#### What you need to do
When you transcribe the data below, reproduce every line exactly and leave each picture out.

#### Data provided
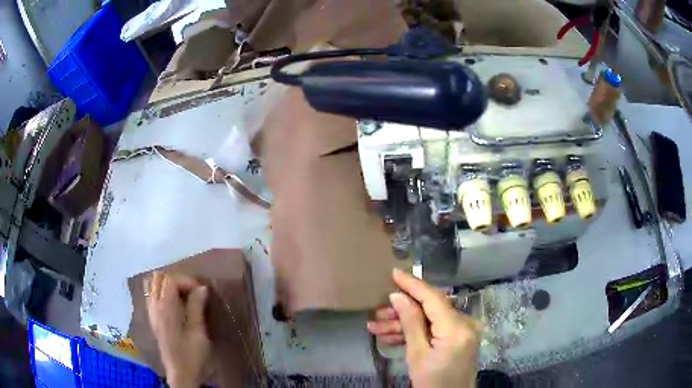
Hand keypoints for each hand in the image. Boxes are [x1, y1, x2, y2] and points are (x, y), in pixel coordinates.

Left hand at [145, 272, 211, 387]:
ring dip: (167, 285)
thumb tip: (201, 287)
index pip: (171, 280)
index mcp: (165, 308)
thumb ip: (197, 307)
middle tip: (192, 291)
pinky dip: (161, 293)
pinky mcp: (154, 321)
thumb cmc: (192, 355)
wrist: (182, 375)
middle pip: (158, 278)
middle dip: (176, 280)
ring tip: (183, 295)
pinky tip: (174, 305)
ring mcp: (152, 314)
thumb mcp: (198, 332)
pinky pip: (152, 297)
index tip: (202, 291)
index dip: (187, 281)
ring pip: (152, 286)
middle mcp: (155, 307)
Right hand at [367, 269, 480, 387]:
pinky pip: (434, 330)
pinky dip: (415, 333)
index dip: (412, 284)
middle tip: (377, 312)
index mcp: (456, 328)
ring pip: (429, 320)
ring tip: (376, 327)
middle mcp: (464, 324)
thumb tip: (398, 296)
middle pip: (429, 308)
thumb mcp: (417, 355)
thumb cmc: (433, 382)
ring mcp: (462, 331)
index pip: (433, 298)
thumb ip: (410, 323)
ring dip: (404, 324)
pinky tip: (391, 338)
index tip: (394, 272)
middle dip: (401, 310)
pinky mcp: (457, 339)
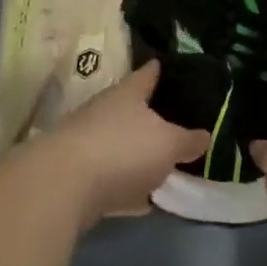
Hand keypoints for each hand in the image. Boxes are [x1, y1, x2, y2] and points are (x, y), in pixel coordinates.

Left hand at [30, 61, 208, 226]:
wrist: (62, 187)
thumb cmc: (122, 150)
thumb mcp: (169, 144)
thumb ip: (188, 140)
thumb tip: (204, 136)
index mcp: (127, 93)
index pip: (148, 73)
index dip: (161, 70)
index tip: (170, 67)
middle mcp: (104, 111)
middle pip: (132, 109)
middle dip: (151, 116)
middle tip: (177, 123)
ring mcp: (86, 142)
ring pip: (120, 143)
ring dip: (137, 153)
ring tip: (163, 163)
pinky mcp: (76, 176)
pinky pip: (110, 177)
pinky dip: (126, 185)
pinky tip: (143, 198)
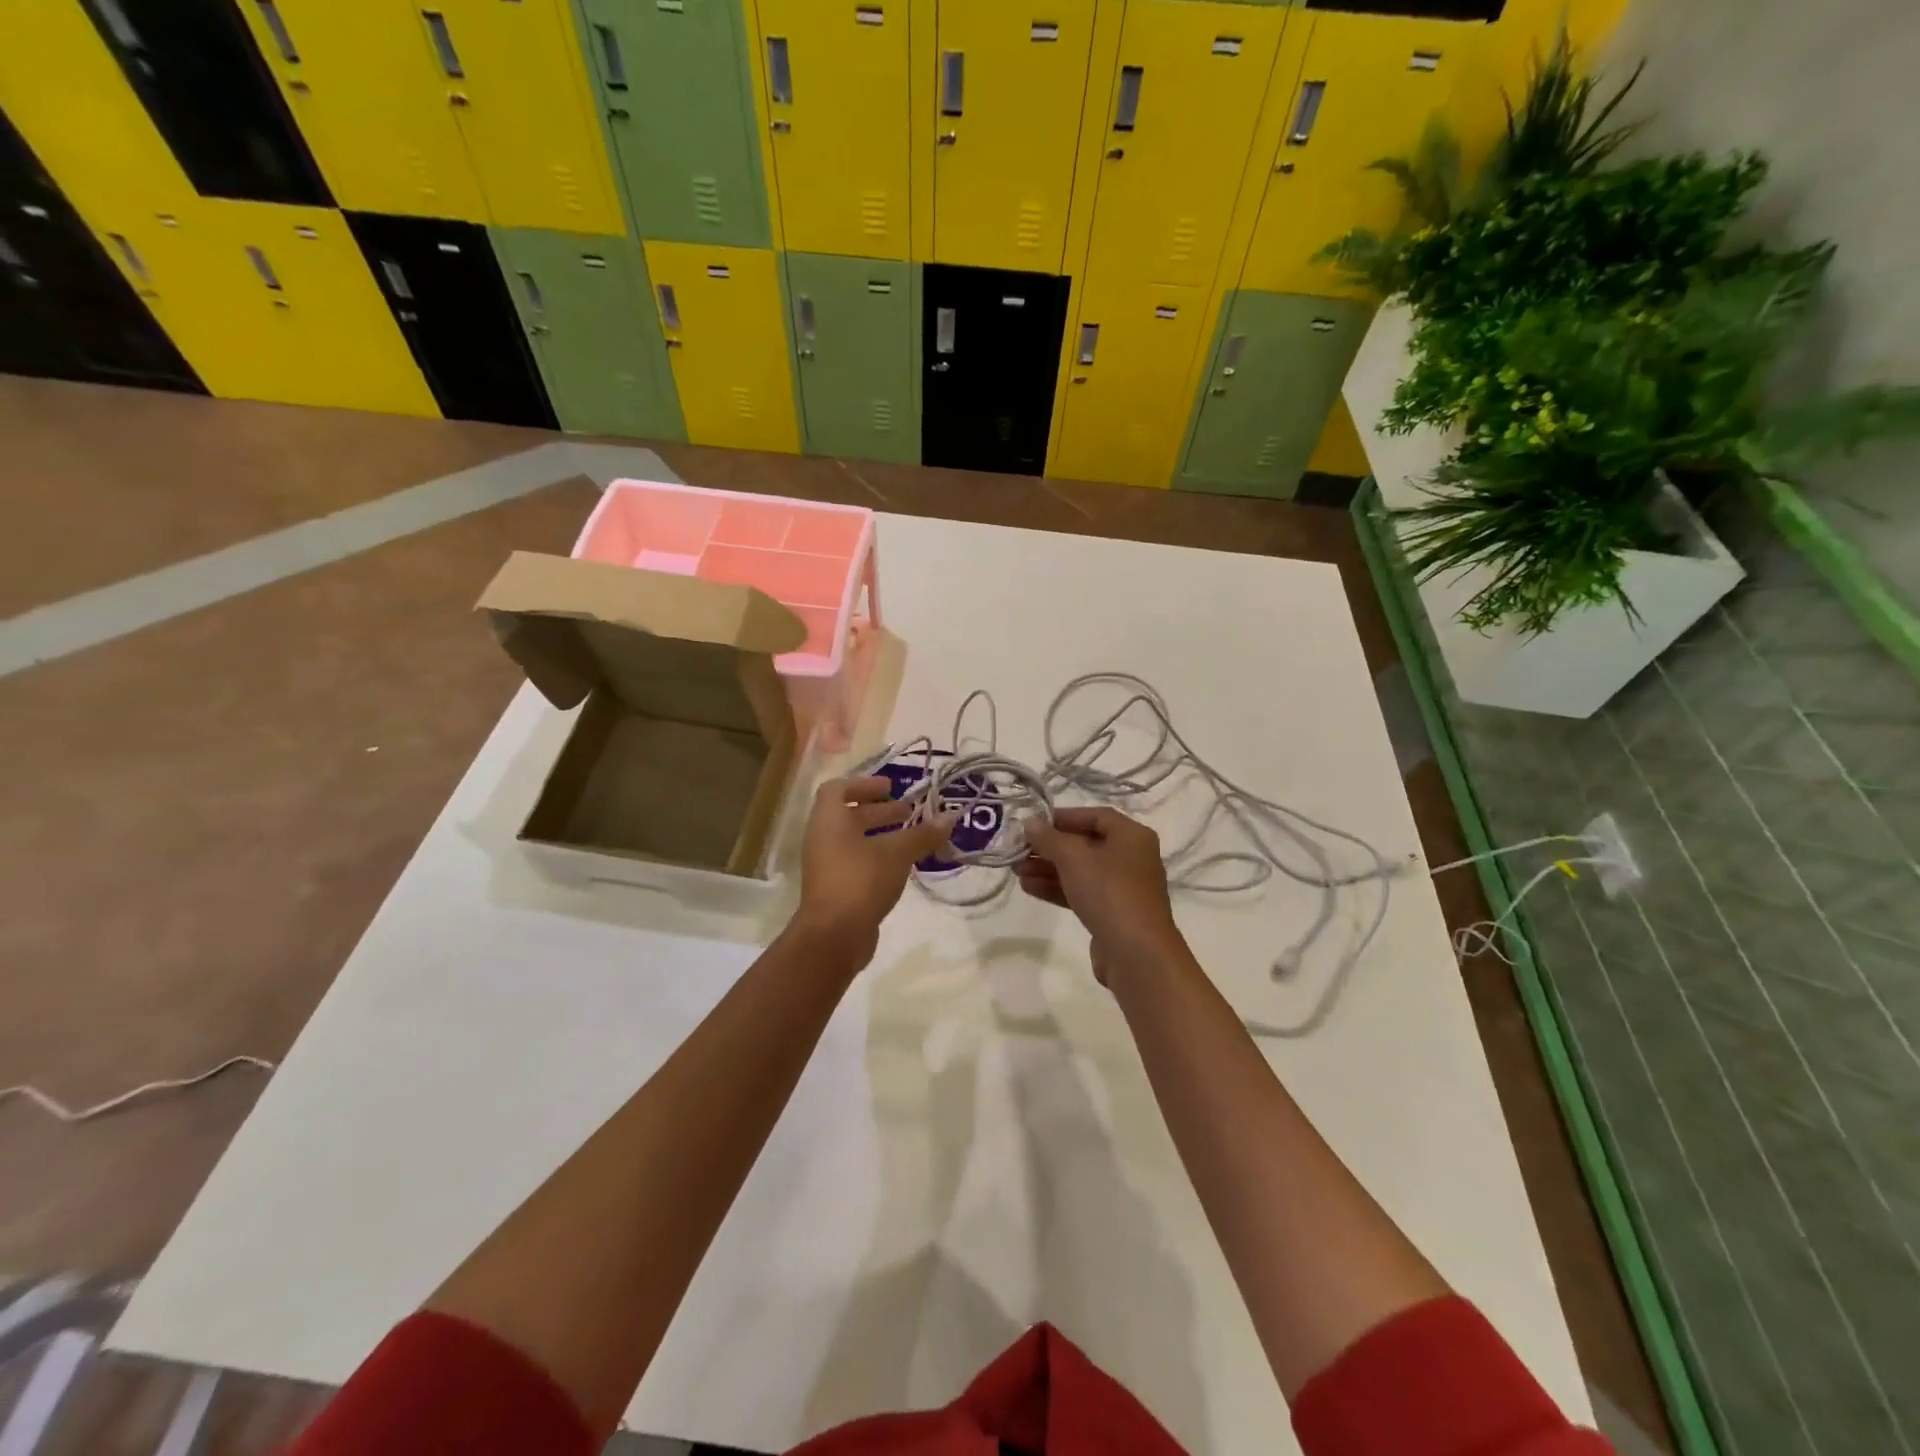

#### Reply to the exercise
Hand keypoints for each hand in the image. Boxes are [x1, y1, x2, y2] and points are (x, y), in pixel coordinates.

Left hand at [145, 272, 211, 387]:
ring dip: (167, 285)
thumb tip: (201, 287)
index pip: (171, 280)
index mcp: (165, 308)
thumb ip: (197, 307)
middle tip: (192, 291)
pinky dip: (161, 293)
pinky mcp: (154, 321)
thumb cmc: (192, 355)
wrist: (182, 375)
middle pip: (158, 278)
middle dip: (176, 280)
ring tip: (183, 295)
pinky tip: (174, 305)
ring mcp: (152, 314)
thumb mcp: (198, 332)
pinky pip: (152, 297)
index tip: (202, 291)
index dip: (187, 281)
ring pip: (152, 286)
middle mcp: (155, 307)
Right hand at [367, 269, 480, 387]:
pinky pip: (434, 330)
pinky dip: (415, 333)
index dip: (412, 284)
middle tip: (377, 312)
index mcp: (456, 328)
ring pip: (429, 320)
ring tip: (376, 327)
middle mcp: (464, 324)
thumb tip: (398, 296)
middle pip: (429, 308)
thumb mcp: (417, 355)
thumb cmc: (433, 382)
ring mcp: (462, 331)
index pip: (433, 298)
thumb ip: (410, 323)
ring dip: (404, 324)
pinky tip: (391, 338)
index tip: (394, 272)
middle dip: (401, 310)
pinky mcp: (457, 339)
Hand keypoints for each hand in the image. Boxes are [x1, y1, x2, y2] and points are (x, y), in pixel coordinates.

Left hand at [30, 61, 208, 226]:
wrist: (62, 187)
thumb cmc: (122, 150)
thumb mcp: (169, 144)
thumb ip: (188, 140)
thumb tip: (204, 136)
index mcp: (127, 93)
index pip: (148, 73)
index dip: (161, 70)
index tip: (170, 67)
middle mcp: (104, 111)
middle pip: (132, 109)
middle dip: (151, 116)
middle tip: (177, 123)
ring mcp: (86, 142)
ring pip: (120, 143)
ring dip: (137, 153)
ring tip: (163, 163)
pinky mcp: (76, 176)
pinky pip: (110, 177)
pinky dip: (126, 185)
pinky tip: (143, 198)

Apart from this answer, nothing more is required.